A little while back, Fatima Bhutto, scion of the Bhutto clan, wrote an eviscerating review of Viceroy's House, Gurinder Chadha's new movie about the dying days of the British Empire in India. Bhutto took issue, among other things, with Chadha's depiction of the British Viceroy as heroic and benign, arriving nobly in India to hand the country back to its people. Chadha fired back a response in the next day's Guardian, arguing she had to balance Hindu, Sikh, Muslim and British narratives in her work.
A quick look at the trailer shows that it is meant to please the masses. The Western masses. There's the beautiful Muslim woman servant in love with a Hindu retainer. There's Edwina Mountbatten, masterfully played by Gillian Anderson, who falls swiftly for the charms of the Orient. There are sweeping vistas, there are passionate clashes, there is something to please and intoxicate the novice cinema goer. Viceroy's House is what it is. It is the Downton Abbey for the final days of the Raj, and not a serious exposition of the end of the Empire. It will be judged as such.
[T]he Viceroy asks Nehru if he feels ready to take on his responsibilities. "Yes," answers the Indian... "We've been taught by the best." That's the British to you and me.
Bhutto's caustic review, of course, is a subcontinental reaction to Viceroy's House. It is equally clear that Chadha's is a British eye looking at Indian Independence. And this is a woman of Indian origin, whose entire career rests on her ability to portray an Indian side to the British experience. A woman whose family has been impacted by the tumult of the Partition. A quick look at the trailer shows a scene of simpering servility, where the Viceroy asks Nehru, soon to be India's first Prime Minister, if he feels ready to take on his responsibilities. Yes, answers the Indian with schoolboy fervour. We've been taught by the best. That's the British to you and me.
As if the decision to "hand" India to the Indians was entirely voluntary. As if the freedom movement—spearheaded by leaders such as Gandhi, Nehru and Bose—had nothing to do with it. Gandhi's vigour was on the wane in 1947, granted, but his hold on the Indian psyche certainly wasn't. And in as much as India's colonial masters saw fit to exit the subcontinent—worn out by war debts and American demands for sovereignty, that is not the entirety of the story. The Indian navy mutinied in 1946, the army followed in 1947, and the British knew their hold on the country was slipping.

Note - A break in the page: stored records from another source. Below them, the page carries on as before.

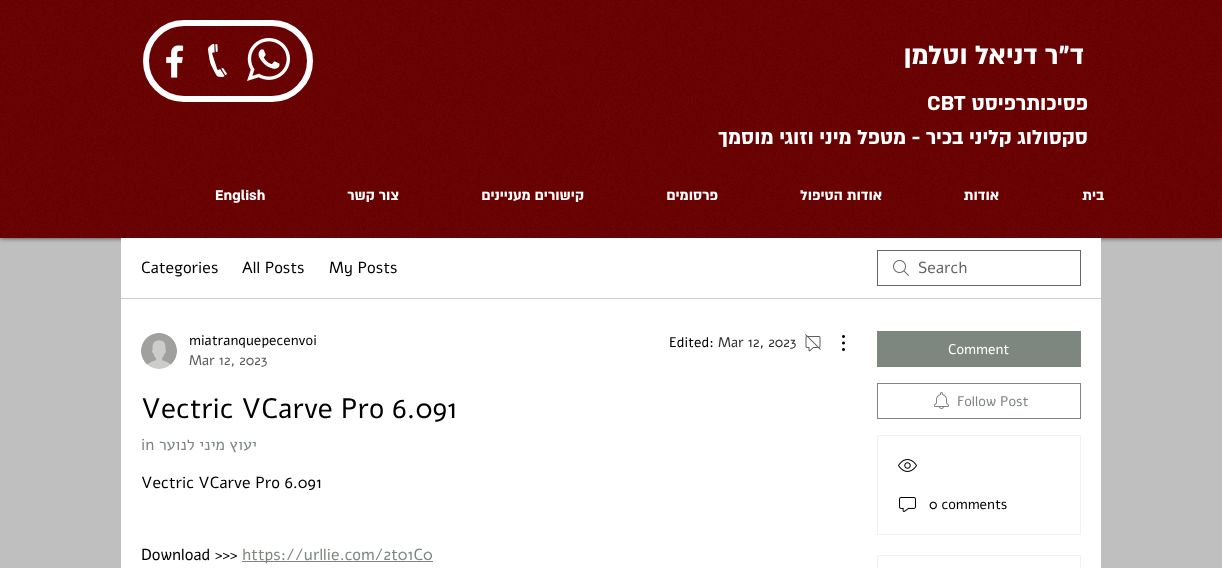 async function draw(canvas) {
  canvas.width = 1222
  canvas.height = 568
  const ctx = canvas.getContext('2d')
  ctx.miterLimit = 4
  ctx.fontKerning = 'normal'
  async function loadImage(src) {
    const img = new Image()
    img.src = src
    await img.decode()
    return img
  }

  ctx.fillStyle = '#bfbfbf'
  ctx.fillRect(0, 0, 1222, 568)
  ctx.fillStyle = '#000000b3'
  ctx.filter = 'blur(2.5px)'
  ctx.beginPath()
  ctx.rect(0, 0, 1222, 238)
  ctx.fill()
  ctx.filter = 'none'
  ctx.fillStyle = '#6b0000'
  ctx.fillRect(0, 0, 1222, 238)
  ctx.drawImage(await loadImage('image0.png'), 0, 0, 1222, 238)
  ctx.beginPath()
  ctx.roundRect(146, 23, 164, 76, 38)
  ctx.strokeStyle = '#fff'
  ctx.lineWidth = 6
  ctx.stroke()
  ctx.drawImage(await loadImage('image1.png'), 247, 38, 43, 43)
  ctx.drawImage(await loadImage('image2.png'), 166, 45, 18, 33)
  ctx.drawImage(await loadImage('image3.png'), 208, 44, 19, 33)
  ctx.direction = 'rtl'
  ctx.font = 'bold 30px "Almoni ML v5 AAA"'
  ctx.fillStyle = '#fff'
  ctx.fillText('ד"ר דניאל וטלמן', 1084, 64)
  ctx.direction = 'ltr'
  ctx.font = 'bold 23px "Almoni ML v5 AAA"'
  ctx.fillText('CBT', 927, 110)
  ctx.direction = 'rtl'
  ctx.fillText('פסיכותרפיסט', 1088, 110)
  ctx.fillText('סקסולוג קליני בכיר - מטפל מיני וזוגי מוסמך', 1088, 144)
  ctx.direction = 'ltr'
  ctx.font = 'bold 16px "Almoni ML v5 AAA"'
  ctx.fillText('English', 215, 200)
  ctx.direction = 'rtl'
  ctx.fillText('צור קשר', 399, 200)
  ctx.fillText('קישורים מעניינים', 584, 200)
  ctx.fillText('פרסומים', 718, 200)
  ctx.fillText('אודות הטיפול', 882, 200)
  ctx.fillText('אודות', 999, 200)
  ctx.fillText('בית', 1104, 200)
  ctx.fillRect(121, 238, 980, 330)
  ctx.fillStyle = '#ccc'
  ctx.fillRect(121, 298, 980, 1)
  ctx.direction = 'ltr'
  ctx.font = '16px Alef'
  ctx.fillStyle = '#000'
  ctx.fillText('Categories', 141, 273)
  ctx.fillText('All Posts', 242, 273)
  ctx.fillText('My Posts', 329, 273)
  ctx.drawImage(await loadImage('image4.png'), 893, 260, 16, 16)
  ctx.strokeStyle = '#666'
  ctx.lineWidth = 1
  ctx.strokeRect(877.5, 250.5, 203, 35)
  ctx.fillStyle = '#666'
  ctx.fillText('Search', 918, 273)
  ctx.drawImage(await loadImage('image5.png'), 141, 333, 36, 36)
  ctx.font = '14px Alef'
  ctx.fillStyle = '#000'
  ctx.fillText('miatranquepecenvoi', 189, 345)
  ctx.fillStyle = '#5c5c5c'
  ctx.fillText('Mar 12, 2023', 189, 365)
  ctx.fillStyle = '#000'
  ctx.fillText('Edited:', 669, 347)
  ctx.fillStyle = '#333'
  ctx.fillText('Mar 12, 2023', 718, 347)
  ctx.drawImage(await loadImage('image6.png'), 805, 334, 16, 18)
  ctx.drawImage(await loadImage('image7.png'), 842, 335, 3, 16)
  ctx.font = '28px Alef'
  ctx.fillStyle = '#000'
  ctx.fillText('Vectric VCarve Pro 6.091', 141, 418)
  ctx.font = '16px Alef'
  ctx.fillStyle = '#7e877f'
  ctx.fillText('in', 141, 450)
  ctx.direction = 'rtl'
  ctx.fillText('יעוץ מיני לנוער', 257, 450)
  ctx.direction = 'ltr'
  ctx.fillStyle = '#000'
  ctx.fillText('Vectric VCarve Pro 6.091', 141, 488)
  ctx.fillText('Download >>>', 141, 560)
  ctx.fillStyle = '#7e877f'
  ctx.fillRect(242, 561, 191, 1)
  ctx.fillText('https://urllie.com/2t01C0', 242, 560)
  ctx.fillRect(877, 331, 204, 36)
  ctx.font = '14px Alef'
  ctx.fillStyle = '#fff'
  ctx.fillText('Comment', 948, 354)
  ctx.strokeStyle = '#7e877f'
  ctx.strokeRect(877.5, 383.5, 203, 35)
  ctx.drawImage(await loadImage('image8.png'), 934, 392, 15, 17)
  ctx.fillStyle = '#7e877f'
  ctx.fillText('Follow Post', 957, 406)
  ctx.strokeStyle = '#f2f2f2'
  ctx.strokeRect(877.5, 435.5, 203, 99)
  ctx.drawImage(await loadImage('image9.png'), 898, 459, 19, 13)
  ctx.drawImage(await loadImage('image10.png'), 899, 497, 17, 15)
  ctx.fillStyle = '#000'
  ctx.fillText('0 comments', 929, 509)
  ctx.strokeRect(877.5, 555.5, 203, 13)
}

draw(document.querySelector('canvas'))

Chadha doesn't so much as mention the ineptitude of the glamorous Viceroy dispatched to effect the handover. He rushed through Independence ten months earlier than scheduled, and in the process, hurried along the division of the lands to be partitioned. So shambolic was the entire affair that the leaders of the new nations weren't informed of their borders until two days before Independence. The citizens of these new nations fared even worse; they didn't know where their lands lay until two days after Independence. Chadha doesn't mention, either, that in their scramble to exit India, the British had left the new administrations woefully unprepared. In just one incendiary example, the multi-religious town of Lahore, newly Pakistani in August 1947, had just 200 soldiers to cope with an incensed population of over 100,000.
Chadha doesn't so much as mention the ineptitude of the glamorous Viceroy dispatched to effect the handover.
Gurinder Chadha doesn't adequately deal with the violence and sheer chaos of the period; 1 million murdered, and 16 million displaced as Hindus, Sikhs and Muslims rushed to safety, and all largely over a three month period following Independence in August 1947. It's the largest exodus in history, and the scale of the tragedy, its speed and its avoidable horrors still cast a shadow over the nations "handed" over to their people. That's the problem with the Downton Abbey view of the world, I suppose. It's an outdated view of Britain's 'special' relationship with India.
Perhaps the fault isn't entirely Chadha's. She is British. Bhutto and I—a Pakistani and an Indian—are from the subcontinent. I've seen this dichotomy before. When an aunt, a successful émigré to America, was told she found her infancy in Delhi trying—she had to lie on the blistering earth as her mother, newly without staff, saw to the family's meals—she turned it into a joke. See, she laughed. I was a diva even back then. Little did she appreciate that her success owes more than a little to the drive her parents—having lost so much—instilled in her.
In contrast, when I told another aunt, one who continued to live in India, that our family had been fortunate in the Partition, she looked at me with horror. But we lost everything, she said. Our lands, our jobs, our money, our gold. I told her of the many others I knew who had lost dozens of family members, of others who still dreamt of the senseless barbarism they had seen—on both sides of the Indo-Pak border—and finally, unwillingly, she agreed with me. There were worse losses in those crazed weeks.
This then, is the difference, between the Viceroy's House's view of Independence and that of a little under 2 billion people in Asia. The discrepancy is not all Chadha's fault. This is not necessarily her being colonised as much as her being British. But there is another side to her—her heritage—that led her parents to the UK. And as we begin, in these years of global political upheaval, to pay heed to the lessons of the past, Chadha, and others with a mixed inheritance, will ignore their patrimony at their peril.